**What to do**
Please print the entries below exactly, from the line with "index tip: (1134, 672)" through the line with "pinky pip: (1248, 680)", including both of those lines and leaving out all others.

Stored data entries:

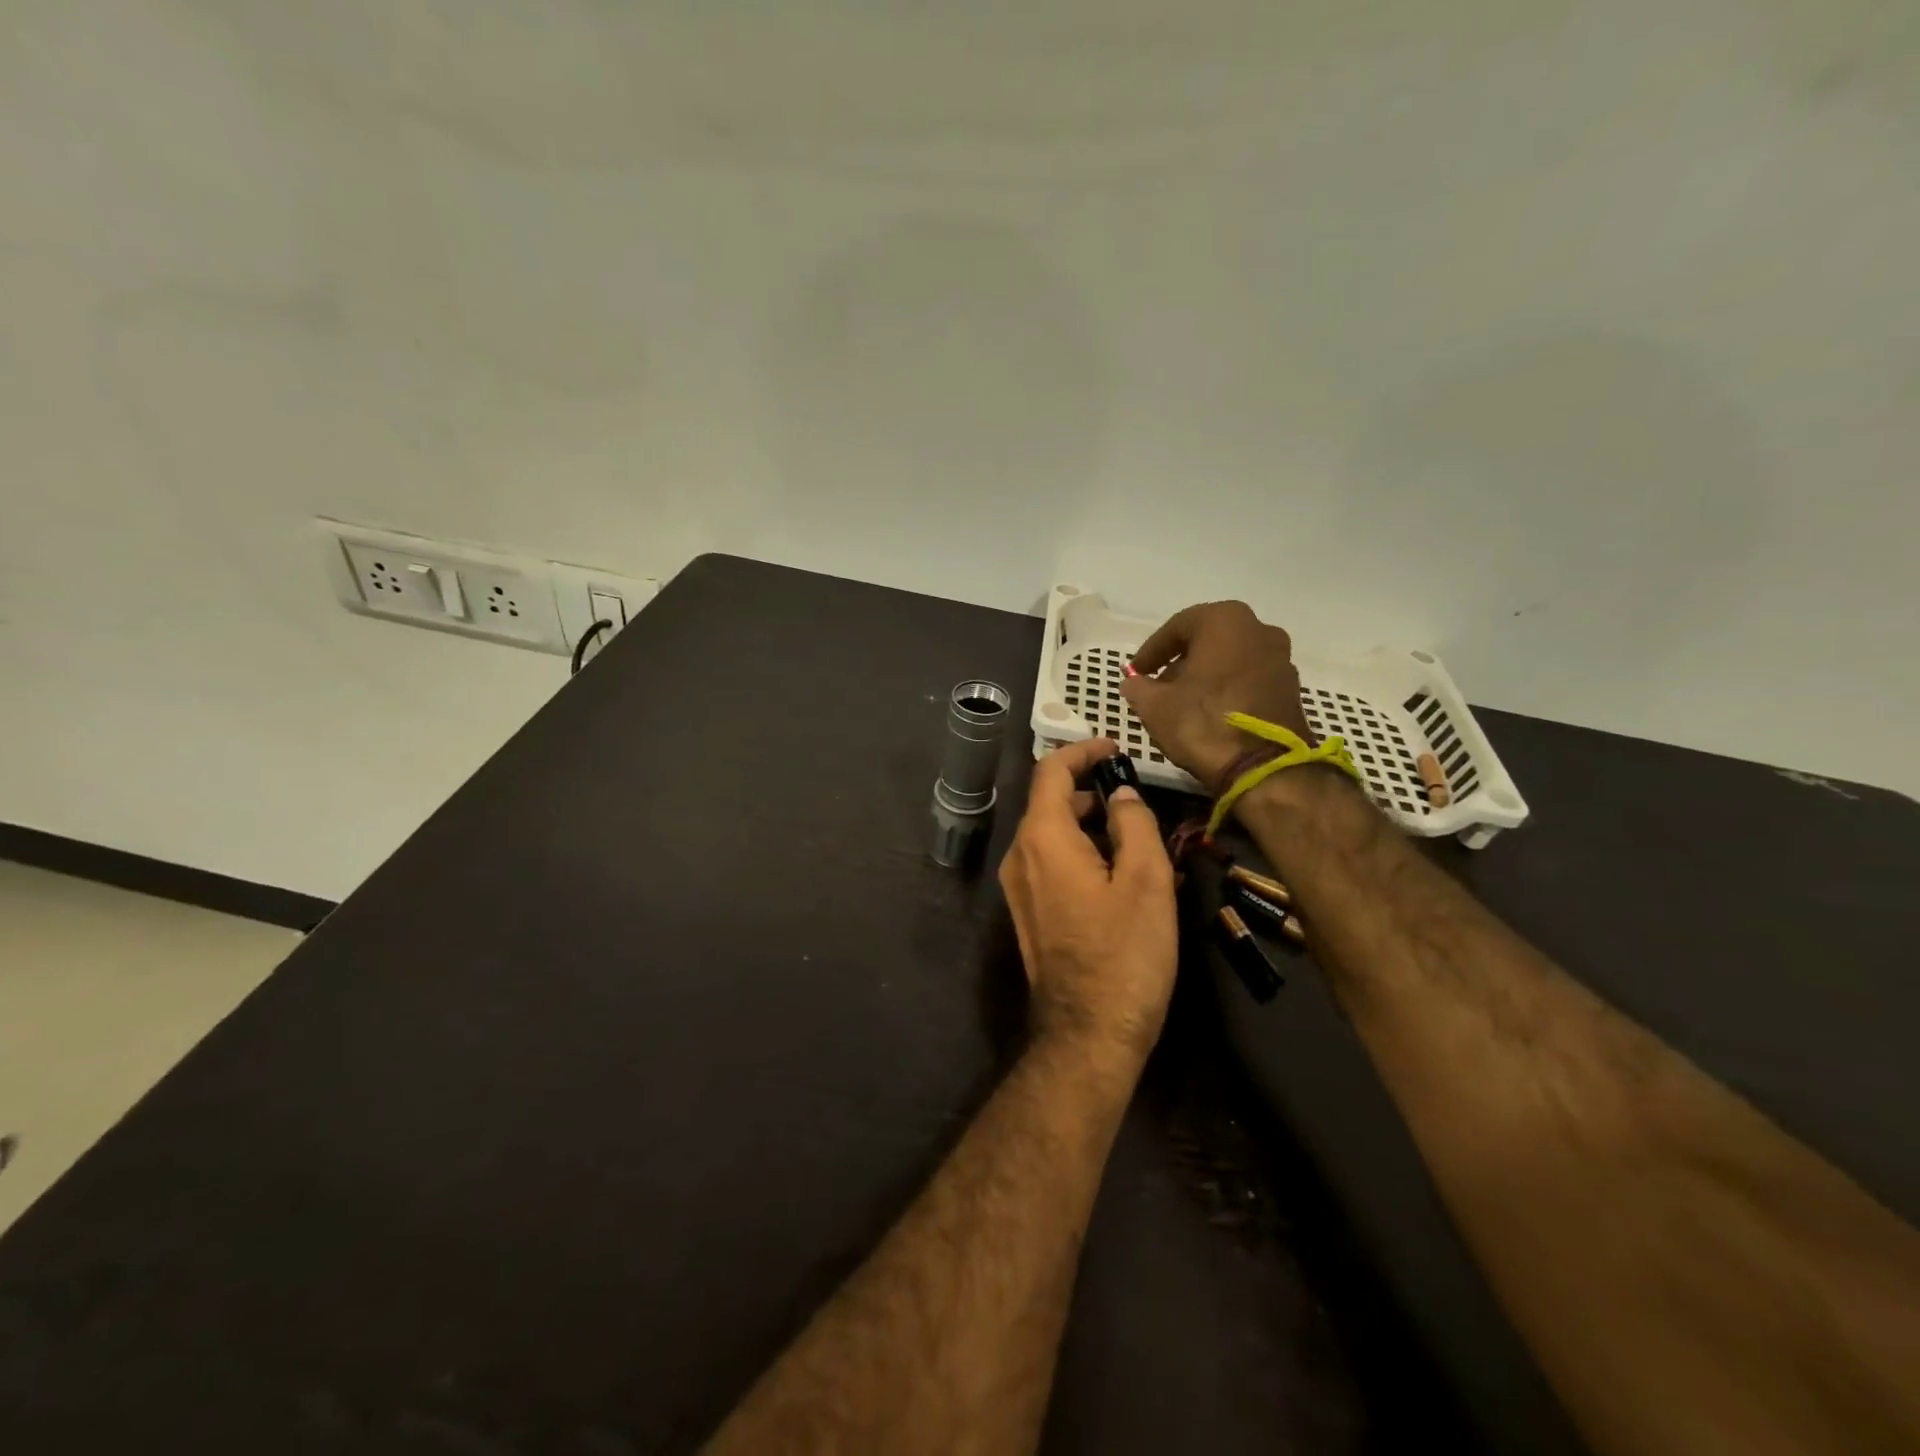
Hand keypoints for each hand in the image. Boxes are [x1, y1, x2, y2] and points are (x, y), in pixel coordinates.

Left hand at [998, 738, 1177, 1069]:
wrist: (1087, 1034)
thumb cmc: (1124, 954)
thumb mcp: (1146, 882)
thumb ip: (1135, 825)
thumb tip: (1121, 796)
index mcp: (1042, 838)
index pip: (1050, 771)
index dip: (1082, 752)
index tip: (1115, 748)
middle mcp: (1019, 856)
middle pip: (1049, 802)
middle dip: (1090, 790)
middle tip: (1135, 796)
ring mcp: (1018, 887)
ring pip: (1050, 834)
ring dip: (1088, 823)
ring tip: (1136, 835)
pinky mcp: (1027, 912)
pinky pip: (1050, 863)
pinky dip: (1080, 850)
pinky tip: (1118, 870)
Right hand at [1120, 601, 1312, 789]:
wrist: (1264, 767)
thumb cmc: (1202, 722)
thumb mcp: (1154, 705)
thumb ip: (1138, 687)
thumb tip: (1133, 683)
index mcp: (1224, 620)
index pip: (1176, 628)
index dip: (1150, 651)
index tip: (1134, 672)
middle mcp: (1258, 629)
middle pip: (1207, 642)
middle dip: (1179, 663)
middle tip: (1156, 688)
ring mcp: (1280, 658)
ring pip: (1230, 661)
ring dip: (1204, 677)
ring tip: (1181, 705)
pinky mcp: (1290, 689)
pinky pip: (1248, 680)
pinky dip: (1226, 691)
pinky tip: (1209, 715)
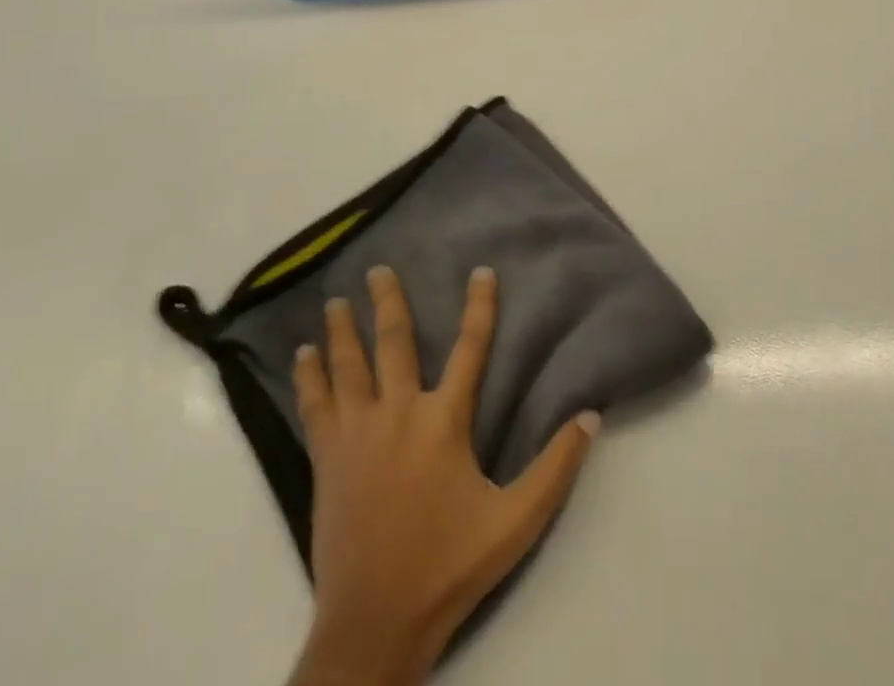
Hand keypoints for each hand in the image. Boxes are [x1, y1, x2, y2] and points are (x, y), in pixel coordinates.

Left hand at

**Completed exercise**
index tip: (1134, 672)
middle mcp: (1258, 629)
middle pip: (1207, 642)
middle dip: (1179, 663)
middle tip: (1156, 688)
ring mcp: (1280, 658)
ring pip: (1230, 661)
ring dip: (1204, 677)
ring tip: (1181, 705)
pinky mcp: (1290, 689)
pinky pip: (1248, 680)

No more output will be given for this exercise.